House debates

Tuesday, 30 May 2023

Questions without Notice

Medicare

3:20 pm

Photo of Sharon ClaydonSharon Claydon (Newcastle, Australian Labor Party) Share this | | Hansard source

My question is to the Minister for Health and Aged Care. Has there always been uniform support for Medicare bulk-billed GP services, and how is the Albanese Labor government ensuring that Australians continue to have access to Medicare bulk-billed GP services?

Photo of Mark ButlerMark Butler (Hindmarsh, Australian Labor Party, Minister for Health and Aged Care) Share this | | Hansard source

I thank the member for Newcastle for her question. She has worked so hard to deliver better health care in her community, particularly with her Hunter Valley-Newcastle colleagues—the member for Shortland, the member for Hunter and the member for Paterson.

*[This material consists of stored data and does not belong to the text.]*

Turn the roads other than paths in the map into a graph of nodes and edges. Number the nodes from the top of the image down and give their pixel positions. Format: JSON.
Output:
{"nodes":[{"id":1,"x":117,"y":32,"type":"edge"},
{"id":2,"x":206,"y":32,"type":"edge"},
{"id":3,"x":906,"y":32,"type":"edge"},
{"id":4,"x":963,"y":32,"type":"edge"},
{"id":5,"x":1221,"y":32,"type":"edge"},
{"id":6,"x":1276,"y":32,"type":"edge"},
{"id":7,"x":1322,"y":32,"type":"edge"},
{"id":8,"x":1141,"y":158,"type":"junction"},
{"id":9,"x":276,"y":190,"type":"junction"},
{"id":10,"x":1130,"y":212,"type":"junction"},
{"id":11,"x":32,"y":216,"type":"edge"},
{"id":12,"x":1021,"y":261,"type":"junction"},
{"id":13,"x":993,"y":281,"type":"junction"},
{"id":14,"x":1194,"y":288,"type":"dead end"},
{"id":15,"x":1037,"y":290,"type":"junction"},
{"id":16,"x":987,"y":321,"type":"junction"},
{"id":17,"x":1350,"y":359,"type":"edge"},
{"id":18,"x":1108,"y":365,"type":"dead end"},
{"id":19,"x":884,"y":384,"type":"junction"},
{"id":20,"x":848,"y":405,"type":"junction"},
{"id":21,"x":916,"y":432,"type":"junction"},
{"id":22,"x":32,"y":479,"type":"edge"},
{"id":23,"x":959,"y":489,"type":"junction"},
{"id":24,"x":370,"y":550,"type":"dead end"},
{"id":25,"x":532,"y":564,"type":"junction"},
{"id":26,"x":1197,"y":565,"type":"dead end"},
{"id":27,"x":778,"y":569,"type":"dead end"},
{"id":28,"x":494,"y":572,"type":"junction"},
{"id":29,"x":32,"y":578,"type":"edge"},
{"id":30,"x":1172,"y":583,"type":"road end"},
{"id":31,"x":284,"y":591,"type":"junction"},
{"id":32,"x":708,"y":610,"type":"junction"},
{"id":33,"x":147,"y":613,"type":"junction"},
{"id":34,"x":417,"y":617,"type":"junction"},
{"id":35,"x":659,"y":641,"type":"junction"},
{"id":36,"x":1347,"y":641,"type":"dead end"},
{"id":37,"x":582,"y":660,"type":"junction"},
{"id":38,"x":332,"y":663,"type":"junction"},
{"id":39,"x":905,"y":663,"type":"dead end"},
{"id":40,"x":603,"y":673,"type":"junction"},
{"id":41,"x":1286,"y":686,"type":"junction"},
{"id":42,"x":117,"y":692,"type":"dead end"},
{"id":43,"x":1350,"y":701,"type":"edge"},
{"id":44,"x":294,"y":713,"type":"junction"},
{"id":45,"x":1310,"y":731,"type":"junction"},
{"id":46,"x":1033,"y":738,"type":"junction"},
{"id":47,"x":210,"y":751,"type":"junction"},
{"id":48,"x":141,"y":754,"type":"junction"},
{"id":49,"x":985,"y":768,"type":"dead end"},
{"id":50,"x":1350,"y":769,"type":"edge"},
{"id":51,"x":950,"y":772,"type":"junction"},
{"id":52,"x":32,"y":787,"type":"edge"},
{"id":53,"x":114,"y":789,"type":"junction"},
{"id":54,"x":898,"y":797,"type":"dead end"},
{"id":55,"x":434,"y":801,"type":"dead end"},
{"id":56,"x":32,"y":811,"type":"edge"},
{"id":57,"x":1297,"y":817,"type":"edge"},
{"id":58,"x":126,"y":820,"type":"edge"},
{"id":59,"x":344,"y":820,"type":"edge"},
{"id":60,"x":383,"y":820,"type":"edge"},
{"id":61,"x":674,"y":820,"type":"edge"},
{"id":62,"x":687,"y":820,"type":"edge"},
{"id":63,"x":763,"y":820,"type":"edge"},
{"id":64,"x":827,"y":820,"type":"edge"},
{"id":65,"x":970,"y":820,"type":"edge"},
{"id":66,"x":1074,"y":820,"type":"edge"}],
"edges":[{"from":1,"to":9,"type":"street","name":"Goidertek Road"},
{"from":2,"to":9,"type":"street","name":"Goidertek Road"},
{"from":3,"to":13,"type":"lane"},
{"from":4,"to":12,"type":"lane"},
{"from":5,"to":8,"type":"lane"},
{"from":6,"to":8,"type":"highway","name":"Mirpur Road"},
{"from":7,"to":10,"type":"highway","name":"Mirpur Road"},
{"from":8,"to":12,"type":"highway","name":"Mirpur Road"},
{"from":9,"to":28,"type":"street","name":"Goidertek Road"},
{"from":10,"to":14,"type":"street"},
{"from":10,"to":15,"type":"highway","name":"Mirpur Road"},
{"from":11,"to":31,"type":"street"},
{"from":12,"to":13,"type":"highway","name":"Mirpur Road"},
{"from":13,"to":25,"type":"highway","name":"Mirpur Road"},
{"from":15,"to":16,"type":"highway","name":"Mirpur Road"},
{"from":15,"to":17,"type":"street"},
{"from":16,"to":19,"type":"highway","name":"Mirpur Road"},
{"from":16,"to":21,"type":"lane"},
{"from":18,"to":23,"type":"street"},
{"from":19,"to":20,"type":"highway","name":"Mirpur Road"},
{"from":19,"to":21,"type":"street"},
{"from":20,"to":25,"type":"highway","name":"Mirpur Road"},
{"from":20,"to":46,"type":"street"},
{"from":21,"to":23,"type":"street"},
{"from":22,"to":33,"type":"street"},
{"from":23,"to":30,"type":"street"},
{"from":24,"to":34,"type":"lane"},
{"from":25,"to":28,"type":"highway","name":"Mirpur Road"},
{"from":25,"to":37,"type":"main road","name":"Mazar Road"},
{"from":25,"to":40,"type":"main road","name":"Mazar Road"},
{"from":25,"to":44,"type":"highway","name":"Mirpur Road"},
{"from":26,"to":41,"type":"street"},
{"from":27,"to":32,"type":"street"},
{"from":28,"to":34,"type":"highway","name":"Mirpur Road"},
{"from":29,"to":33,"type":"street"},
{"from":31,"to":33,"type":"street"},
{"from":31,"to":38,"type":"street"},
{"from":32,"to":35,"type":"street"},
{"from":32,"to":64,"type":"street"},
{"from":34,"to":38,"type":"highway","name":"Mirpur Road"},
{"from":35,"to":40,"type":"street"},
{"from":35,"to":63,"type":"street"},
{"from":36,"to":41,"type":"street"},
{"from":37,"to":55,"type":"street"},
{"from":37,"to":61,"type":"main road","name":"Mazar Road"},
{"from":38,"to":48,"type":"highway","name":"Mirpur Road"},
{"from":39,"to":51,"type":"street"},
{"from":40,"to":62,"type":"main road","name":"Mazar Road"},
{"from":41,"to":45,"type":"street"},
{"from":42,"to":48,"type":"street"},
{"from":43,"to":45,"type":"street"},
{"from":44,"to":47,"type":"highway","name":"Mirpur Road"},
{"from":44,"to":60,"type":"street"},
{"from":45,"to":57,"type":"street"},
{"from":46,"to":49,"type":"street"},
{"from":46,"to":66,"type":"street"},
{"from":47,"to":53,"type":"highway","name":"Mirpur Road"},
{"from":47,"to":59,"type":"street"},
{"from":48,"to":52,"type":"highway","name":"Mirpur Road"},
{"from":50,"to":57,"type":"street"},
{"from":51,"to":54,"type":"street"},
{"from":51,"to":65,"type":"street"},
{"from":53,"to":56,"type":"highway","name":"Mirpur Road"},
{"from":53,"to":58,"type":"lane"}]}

On the weekend, Labor's Hunter team was able to announce the restoration of the region's nation-leading GP access after-hours service, a fully bulk billed service delivered by the hardworking members of the Hunter GP Association for more than 20 years. Funding cuts in 2020 and 2021 led to those services being reduced right across the region and actually being closed altogether at the Mater hospital in Newcastle on Christmas Eve, of all times, in 2021. But the government's decision to restore funding means that bulk-billed service will reopen this week at the Mater hospital in Newcastle, and operating hours will be extended at the Toronto clinic in the member for Hunter's electorate as well, we can say.

After-hours services across the country were scheduled to close at the end of next month, after the former government failed to allocate a single dollar to after-hours services beyond the end of June—not a single dollar across the third, fourth and fifth years of their forward estimates. But our budget three weeks ago provided a lifeline to all of those after-hours services across the country. Good-quality bulk-billed services, particularly after hours, means that patients can get good-quality care when they need it, where they need it, taking pressure of local hospital emergency departments.

That's why, in addition to extending after-hours services, a $3.5 billion investment to triple the bulk-billing incentive was the centrepiece of our budget's strengthening Medicare package—because, for Labor, bulk-billing is the beating heart of Medicare. We know that tripling the bulk-billing incentive will be a game changer for general practice. It will certainly be a game changer for towns like Cessnock, in the member for Hunter's region, where the total fee for a standard bulk-billed GP consult will go up by 50 per cent, from $50 to $75. It's a game changer for millions of mums and dads across the country who want the confidence that, when their kids are sick, they can go and see a bulk-billing doctor. It's a game changer for millions of pensioners and concession card holders as well.

Labor's approach in strengthening Medicare could not be more different from the approach of those opposite, led as they are today by a man who, after all, tried to abolish bulk-billing altogether and make every single Australian pay—every single time they went to see a doctor—his infamous GP tax.

Photo of Anthony AlbaneseAnthony Albanese (Grayndler, Australian Labor Party, Prime Minister) Share this | | Hansard source

I ask that further questions be placed on the Notice Paper.